Auf dem Motorrad röhrt er durch Hamburg, mit schwungvollen Schritten dann ins Pflegeheim rein; und eigentlich unterscheidet er sich kaum von den Insassen: graue Haare, faltiges Gesicht. OK: ein paar Jahre jünger ist er schon als die dementkranken Damen. Würde er nicht penetrant diese jugendliche Vitalität ausstrahlen, wie sie sonst eher in Doppelherz-Werbung vorkommt, und würde er sich nicht so impulsiv aufregen: äußerlich passt Edgar ins Ambiente.

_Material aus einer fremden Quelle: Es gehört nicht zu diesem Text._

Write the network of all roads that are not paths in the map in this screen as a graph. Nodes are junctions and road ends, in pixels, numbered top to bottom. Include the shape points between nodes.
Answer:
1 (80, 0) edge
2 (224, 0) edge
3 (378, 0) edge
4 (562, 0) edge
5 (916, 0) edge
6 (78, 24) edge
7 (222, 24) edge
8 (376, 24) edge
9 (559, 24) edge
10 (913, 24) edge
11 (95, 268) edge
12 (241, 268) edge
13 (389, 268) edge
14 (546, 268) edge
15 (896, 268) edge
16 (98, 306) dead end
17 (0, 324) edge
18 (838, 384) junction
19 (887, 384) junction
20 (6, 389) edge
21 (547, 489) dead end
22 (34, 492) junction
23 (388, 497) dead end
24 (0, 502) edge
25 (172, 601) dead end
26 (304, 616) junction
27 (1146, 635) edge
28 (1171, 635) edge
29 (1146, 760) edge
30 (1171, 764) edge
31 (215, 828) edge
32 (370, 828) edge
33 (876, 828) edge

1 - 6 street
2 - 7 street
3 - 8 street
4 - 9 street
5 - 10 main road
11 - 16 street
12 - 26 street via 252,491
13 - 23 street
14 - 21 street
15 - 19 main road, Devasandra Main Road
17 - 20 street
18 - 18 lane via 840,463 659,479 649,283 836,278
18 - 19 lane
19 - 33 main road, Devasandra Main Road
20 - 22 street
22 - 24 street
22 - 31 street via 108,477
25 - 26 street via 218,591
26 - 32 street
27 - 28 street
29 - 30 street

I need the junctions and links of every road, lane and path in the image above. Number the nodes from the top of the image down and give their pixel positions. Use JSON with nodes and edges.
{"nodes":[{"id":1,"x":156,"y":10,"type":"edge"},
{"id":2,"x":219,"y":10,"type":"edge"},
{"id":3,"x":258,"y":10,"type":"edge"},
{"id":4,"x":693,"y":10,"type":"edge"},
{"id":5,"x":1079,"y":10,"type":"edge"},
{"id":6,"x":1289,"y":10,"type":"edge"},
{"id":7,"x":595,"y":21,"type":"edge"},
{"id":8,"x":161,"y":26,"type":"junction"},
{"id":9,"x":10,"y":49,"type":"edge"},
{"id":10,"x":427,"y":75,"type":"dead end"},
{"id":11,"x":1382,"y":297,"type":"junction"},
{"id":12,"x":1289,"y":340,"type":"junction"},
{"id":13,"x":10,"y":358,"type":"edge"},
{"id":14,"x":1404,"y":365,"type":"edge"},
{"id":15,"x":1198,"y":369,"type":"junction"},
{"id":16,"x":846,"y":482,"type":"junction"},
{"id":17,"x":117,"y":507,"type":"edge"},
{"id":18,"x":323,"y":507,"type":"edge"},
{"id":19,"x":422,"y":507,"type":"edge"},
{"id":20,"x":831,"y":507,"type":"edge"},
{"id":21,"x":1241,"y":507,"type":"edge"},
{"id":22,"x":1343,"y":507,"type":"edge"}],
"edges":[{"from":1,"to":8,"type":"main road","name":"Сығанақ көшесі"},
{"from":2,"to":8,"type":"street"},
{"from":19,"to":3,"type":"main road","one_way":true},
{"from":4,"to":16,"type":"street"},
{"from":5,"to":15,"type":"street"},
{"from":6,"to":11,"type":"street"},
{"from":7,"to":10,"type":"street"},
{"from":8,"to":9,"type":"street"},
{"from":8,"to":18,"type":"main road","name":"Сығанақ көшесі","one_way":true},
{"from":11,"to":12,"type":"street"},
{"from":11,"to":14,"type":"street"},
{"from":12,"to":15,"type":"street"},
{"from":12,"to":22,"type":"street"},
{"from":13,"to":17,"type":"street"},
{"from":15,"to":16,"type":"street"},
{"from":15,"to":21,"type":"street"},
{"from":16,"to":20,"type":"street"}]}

Edgars Mutter ist aus dem Altenheim verschwunden, von den Pflegern interessiert es keinen so richtig, aber Edgar ahnt: Sie ist im Schwarzwald, entführt von seinem Sohn Uwe. Der lebt dort in einem urigen Bauernhaus zusammen mit Johann. Das ist Uwes älterer Liebhaber und sein Verleger, Uwe selbst versucht sich als Lyriker, vor allem aber will er ein guter Enkel von Oma Hilde sein. Die er zu sich holt, weil sich ja ihr Sohn, Uwes Vater, nicht um sie kümmert.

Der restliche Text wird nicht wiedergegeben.